• My Deer Stalking Certificate, Level 1

    Having been twice invited me up to Haggistan to stalk Red stags, and having had a superb time and taken 4 beasts, the bug bit. I decided to buy myself a stalking rifle as described here.



    The next step, in my mind, was to get some training and a qualification in this litigious and Health & Safety-obsessed era.

    The obvious first step was the Deer Stalking Certificate, Level One, henceforth described as DSC.1

    I joined BASC (10,000,000 insurance is part of the membership package) for 66. Application was on line; my membership was through within hours.

    Looking through the list of DSC.1 venues available, I found that BASC were holding one only a few miles from my home from 19th to 22nd June inclusive.
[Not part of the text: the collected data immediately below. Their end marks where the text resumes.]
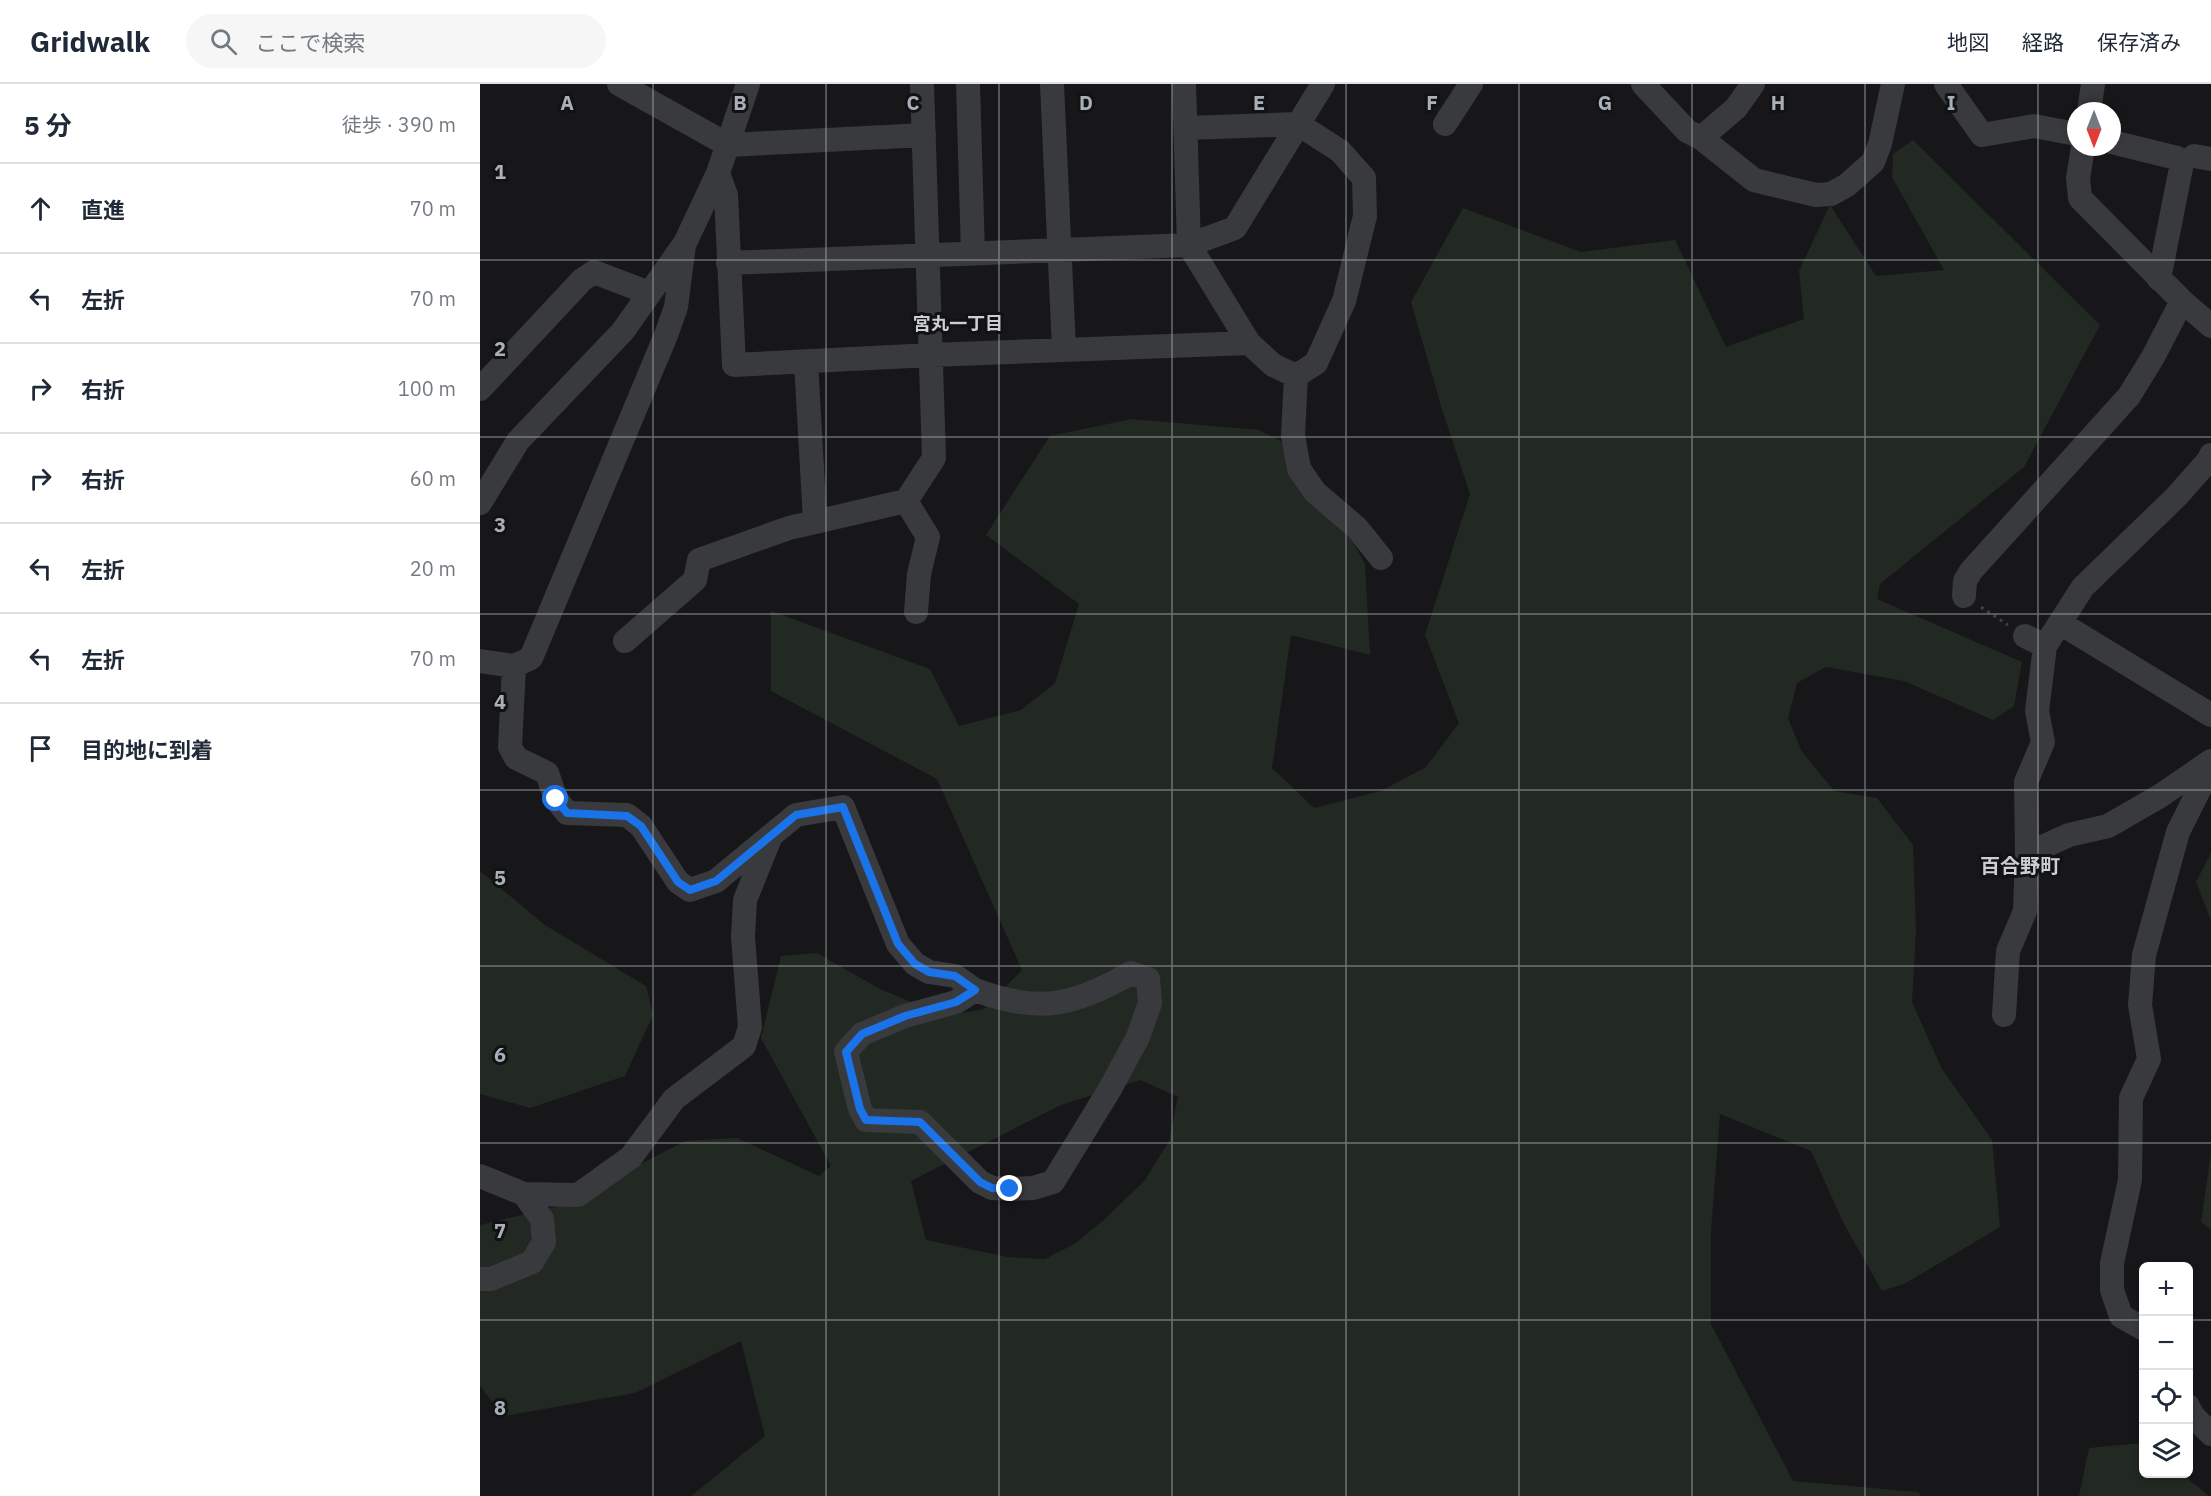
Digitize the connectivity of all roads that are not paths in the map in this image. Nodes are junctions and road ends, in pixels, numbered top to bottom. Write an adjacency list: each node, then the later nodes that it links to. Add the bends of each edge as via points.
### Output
1 (619, 84): 22 (street)
2 (748, 84): 22 (street)
3 (922, 84): 19 (street)
4 (968, 84): 28 (street)
5 (1052, 84): 27 (street)
6 (1184, 84): 17 (street)
7 (1323, 84): 15 (street)
8 (1471, 84): 16 (street)
9 (1643, 84): 20 (street, via 1687,131)
10 (1753, 84): 20 (street, via 1736,108)
11 (1891, 84): 20 (street, via 1873,162 1832,194 1816,195 1754,180)
12 (1946, 84): 18 (street, via 1982,135 2034,126)
13 (2093, 84): 14 (street)
14 (2090, 102)
15 (1299, 124): 17 (street); 26 (street, via 1235,228); 39 (street, via 1340,151 1364,178 1365,216 1344,301 1317,363)
16 (1445, 124)
17 (1186, 128): 26 (street)
18 (2067, 132)
19 (924, 135): 22 (street); 29 (street)
20 (1701, 138)
21 (2121, 144): 31 (street, via 2176,158 2182,163)
22 (728, 145): 24 (street)
23 (2082, 156): 31 (street, via 2079,198)
24 (718, 173): 25 (street); 30 (street, via 726,195)
25 (685, 243): 32 (street); 51 (street, via 676,307 641,396 531,658)
26 (1189, 245): 27 (street); 35 (street)
27 (1059, 250): 28 (street); 36 (street)
28 (973, 254): 29 (street)
29 (928, 255): 30 (street); 37 (street)
30 (728, 263): 38 (street, via 734,365)
31 (2159, 279): 33 (street)
32 (649, 293): 40 (street, via 594,272 582,280); 43 (street, via 623,331 518,441)
33 (2182, 301): 34 (street); 46 (street, via 2129,396 1971,571 1965,581)
34 (2211, 326)
35 (1249, 343): 36 (street); 39 (street, via 1273,365)
36 (1064, 350): 37 (street)
37 (931, 355): 38 (street); 42 (street, via 934,458)
38 (806, 362): 44 (street)
39 (1296, 376): 45 (street, via 1293,435 1299,469 1315,492 1357,528)
40 (480, 389)
41 (2211, 454): 48 (street, via 2176,497 2083,587)
42 (906, 501): 44 (street); 47 (street, via 928,537 919,574)
43 (480, 503)
44 (816, 521): 49 (street, via 699,560 695,580)
45 (1381, 558)
46 (1964, 596)
47 (916, 612)
48 (2060, 623): 52 (street); 55 (street, via 2035,641 2037,711 2043,742 2026,782)
49 (625, 640)
50 (480, 661): 51 (street)
51 (514, 666): 54 (street, via 510,747 516,758 547,773 556,799 567,813 627,816 641,826 678,882 690,890 716,881)
52 (2211, 715)
53 (2211, 764): 55 (street, via 2108,826 2069,835); 61 (street, via 2178,832 2144,955 2140,1005 2149,1059 2131,1098 2130,1180 2112,1263 2112,1290 2121,1316)
54 (771, 836): 56 (street, via 796,815 843,807 898,944 915,964 929,972 955,976); 59 (street, via 745,900 743,937 750,1027 744,1046 674,1099 631,1157 578,1195)
55 (2027, 854): 57 (street, via 2025,911 2008,951)
56 (975, 990): 56 (street, via 956,1002 905,1016 862,1034 846,1052 860,1109 866,1120 920,1122 980,1182 992,1188 1033,1188 1053,1182 1138,1037 1150,1003 1148,979 1131,973 1100,989 1054,1004 1002,1000)
57 (2004, 1015)
58 (480, 1176): 59 (street)
59 (524, 1194): 60 (street, via 542,1219 544,1242 532,1262 491,1279)
60 (480, 1279)
61 (2139, 1326)
62 (2193, 1416): 63 (street)
63 (2211, 1434)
I treated it as an omen and booked it at a cost of 290.

    A few days later my course joining instructions arrived, together with an intimidating bundle of reading material which I was apparently supposed to have read and committed to memory before attending. This comprised the 240-page DSC Level 1 Training Manual and the roughly 40-page Wild Game Guide, which describes hygiene and legal meat sale requirements.

    If you're interested in the level of knowledge required, the question banks can be downloaded from here.

    Hmmm... As a complete novice, there was a lot of work to be done.

    I resolved to wait until one month before the course began, then do 30 minutes study per day. During the last week I would increase that to one hour per day. Absent unavoidable commitments I managed to keep to that.

    Before the course started BASC advised me that the venue had had to be changed for unspecified reasons. The new location was to be Bradshaw's gun shop near the charming town of Oundle in Northants. This business has just moved to a new location in excellent premises, and is well worth a visit if you're in the area.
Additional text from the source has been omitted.